We belong to a multiracial family. I’ve studied and written about race in America. I cried tears of joy on the historic night President Obama was elected. And my son had just said out loud that our first black president didn’t look like a president. I glanced around at customers going about their business as I swallowed my shock.

Of course, it wasn’t really as shocking as my educated, aware, “woke” sensibilities perceived it. It was a simple, preschool, Sesame Street observation. “One of these things is not like the others, one of these things just doesn’t belong….” The one brown face in a sea of white ones stood out. President Obama’s tiny head on that bookmark didn’t look like the 43 other tiny heads, so in my son’s eyes he didn’t “look like a president.”
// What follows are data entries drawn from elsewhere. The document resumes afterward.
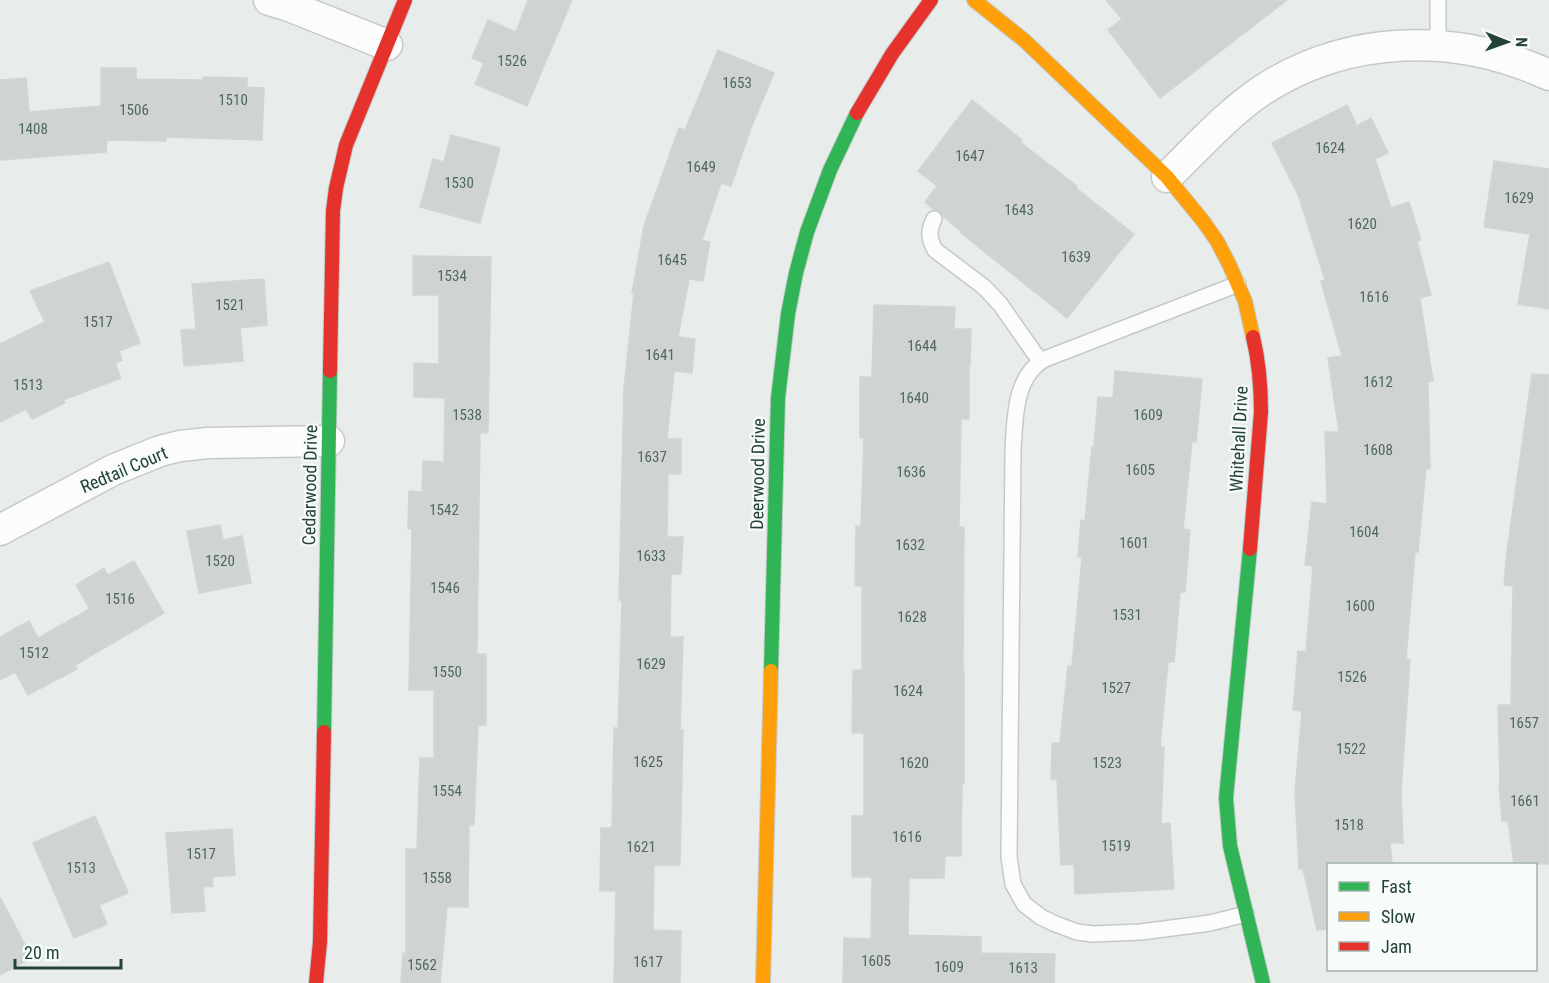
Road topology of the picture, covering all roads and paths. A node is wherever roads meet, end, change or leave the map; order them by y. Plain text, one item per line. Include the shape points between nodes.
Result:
1 (269, 0) edge
2 (405, 0) edge
3 (931, 0) edge
4 (974, 0) edge
5 (1438, 0) edge
6 (387, 45) junction
7 (1438, 46) junction
8 (1549, 75) edge
9 (1167, 177) junction
10 (934, 219) dead end
11 (1238, 284) junction
12 (1040, 361) junction
13 (329, 441) junction
14 (0, 530) edge
15 (1246, 914) junction
16 (316, 983) edge
17 (763, 983) edge
18 (1263, 983) edge

1 - 6 street
2 - 6 street, Cedarwood Drive
3 - 17 street, Deerwood Drive via 888,58 822,189 794,286 784,344 778,398
4 - 9 street, Whitehall Drive via 1025,41
5 - 7 lane
6 - 13 street, Cedarwood Drive via 346,145 336,188
7 - 8 street via 1497,55
7 - 9 street via 1404,45 1347,53 1288,75 1236,110
9 - 11 street, Whitehall Drive via 1217,241
10 - 12 lane via 929,236 935,250 984,287
11 - 12 lane
11 - 15 street, Whitehall Drive via 1255,338 1261,391 1226,798 1230,846
12 - 15 lane via 1022,386 1013,450 1009,857 1013,884 1031,911 1077,932 1153,931
13 - 14 street, Redtail Court via 208,442 160,451 113,470
13 - 16 street, Cedarwood Drive via 320,942
15 - 18 street, Whitehall Drive

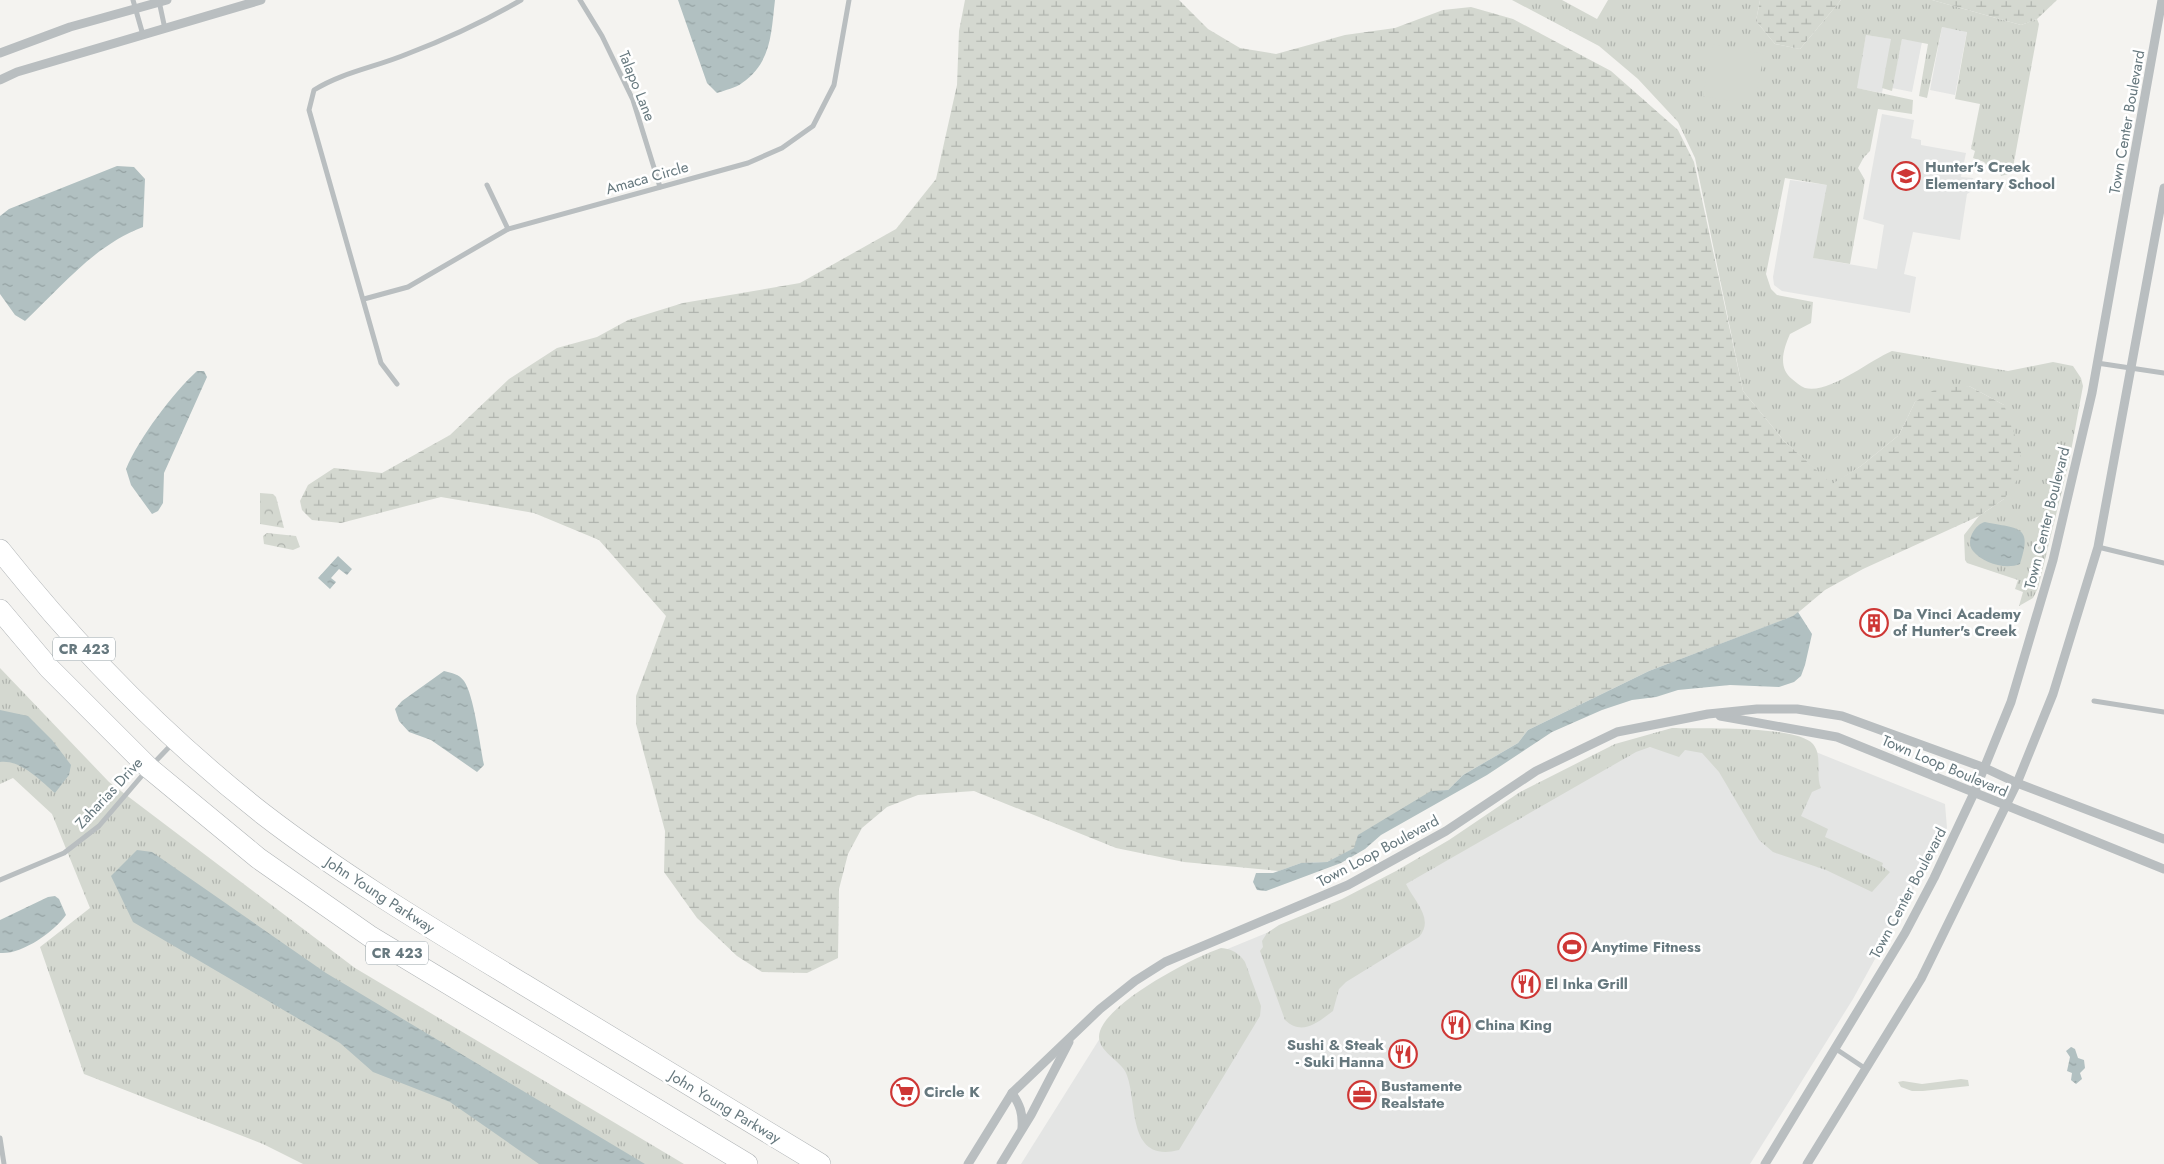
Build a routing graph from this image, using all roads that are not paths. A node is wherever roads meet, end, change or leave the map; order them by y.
1 (260, 0) edge
2 (521, 0) edge
3 (580, 0) edge
4 (849, 0) edge
5 (2162, 0) edge
6 (162, 1) edge
7 (135, 4) edge
8 (2162, 22) edge
9 (165, 30) junction
10 (143, 35) junction
11 (0, 53) edge
12 (0, 80) edge
13 (486, 186) dead end
14 (660, 187) junction
15 (2164, 188) edge
16 (508, 229) junction
17 (364, 299) junction
18 (2098, 363) junction
19 (2132, 368) junction
20 (2164, 373) edge
21 (397, 384) dead end
22 (2098, 547) junction
23 (0, 550) edge
24 (2164, 563) edge
25 (0, 610) edge
26 (2094, 701) dead end
27 (2164, 712) edge
28 (1708, 714) junction
29 (176, 740) junction
30 (149, 768) junction
31 (1985, 768) junction
32 (2017, 783) junction
33 (1974, 793) junction
34 (2006, 807) junction
35 (2164, 838) edge
36 (2164, 869) edge
37 (0, 880) edge
38 (1073, 1035) junction
39 (1836, 1049) junction
40 (1867, 1069) junction
41 (1012, 1093) junction
42 (1022, 1130) junction
43 (0, 1138) edge
44 (4, 1164) edge
45 (747, 1164) edge
46 (820, 1164) edge
47 (968, 1164) edge
48 (1001, 1164) edge
49 (1765, 1164) edge
50 (1807, 1164) edge

1 - 9 street
2 - 17 street
3 - 14 street, Talapo Lane
4 - 14 street, Amaca Circle
5 - 8 street, Town Center Boulevard
6 - 7 street
6 - 9 street
7 - 10 street
7 - 11 street
8 - 18 street, Town Center Boulevard
9 - 10 street
10 - 12 street
13 - 16 street
14 - 16 street, Amaca Circle
15 - 19 street
16 - 17 street, Amaca Circle
17 - 21 street
18 - 19 street
18 - 31 street, Town Center Boulevard
19 - 20 street
19 - 22 street
22 - 24 street
22 - 32 street
23 - 29 highway, John Young Parkway / CR 423
25 - 30 highway, CR 423
26 - 27 street
28 - 31 street, Town Loop Boulevard
28 - 33 street, Town Loop Boulevard
28 - 38 street, Town Loop Boulevard
29 - 30 street, Zaharias Drive
29 - 46 highway, John Young Parkway / CR 423
30 - 37 street, Zaharias Drive
30 - 45 highway, CR 423
31 - 32 street, Town Loop Boulevard
31 - 33 street, Town Center Boulevard
32 - 34 street
32 - 35 street, Town Loop Boulevard
33 - 34 street, Town Loop Boulevard
33 - 39 street, Town Center Boulevard
34 - 36 street, Town Loop Boulevard
34 - 40 street
38 - 41 street, Town Loop Boulevard
38 - 42 street, Town Loop Boulevard
39 - 40 street
39 - 49 street, Town Center Boulevard
40 - 50 street
41 - 42 street
41 - 47 street, Town Loop Boulevard
42 - 48 street, Town Loop Boulevard
43 - 44 street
That observation makes sense when you’re 5. It was an odd moment, as I recognized my son had no clue about the centuries of heinous history, overt oppression, institutional injustice, and spoken and unspoken supremacy wrapped up in his simple statement. But I knew it. And the weight of it cascaded over me as I stared at his sweet face and considered my response. Keep it simple, Annie, I told myself. Use words he’ll understand.

“He does look different, doesn’t he?” I said, forcing calm cheerfulness into my voice. “You can see that American presidents have looked similar for a really long time. But now that’s changing. We’re going to see lots of different kinds of people becoming president from now on. Isn’t that cool?”

He nodded and moved on to the candy bars. My simple response was enough for his simple statement. How lovely to be 5.

Someday, I will tell him this story, and I will point it out as his first obvious brush with his own white privilege. We’ll discuss how he can see his own skin color reflected in 98% of the most powerful men in our nation’s history and what that means for him. We’ll question what black and brown children see when they look at those rows of faces and what that means for them. We’ll dive into all the ugly realities of our nation’s racial history and examine the nuances of racism now, as we strive to understand our role as white Americans in healing our country’s deep and abiding wounds.

Too often, people misunderstand white privilege as being all about opportunity or economics. It’s not. White privilege is a kid seeing his most obvious physical trait reflected in a line-up of our country’s most powerful leaders. It’s a 6-year-old student of mine responding to our Martin Luther King Day civil rights lesson with a jarring, but ultimately understandable, “Whew! I’m glad I’m white.”

It’s the fact that we have a celebrated national monument of four white faces blasted into the side of hills that are sacred to the Lakota Sioux nation. It’s the fact that the power structure in our country has always been on our side, and that neither we nor our ancestors have ever been oppressed by our government for the color of our skin.

As a white mother of white kids, I can’t change our country’s history, and I can’t change the fact that this privilege exists. But I can make sure my kids understand how they and others are affected by these things, and teach them how to leverage their privilege to stand up for justice.

President Obama does stand out from the others, his face forever serving as a before-and-after marker on posters of U.S. presidents. My hope is that someday my son’s children and grandchildren will see a different pattern of faces on the other side of that marker. One with a whole spectrum of ethnicity and gender. One in which all kids can see themselves reflected. One where a 5-year-old can look at anyone’s face and say without hesitation that they “look like a president.”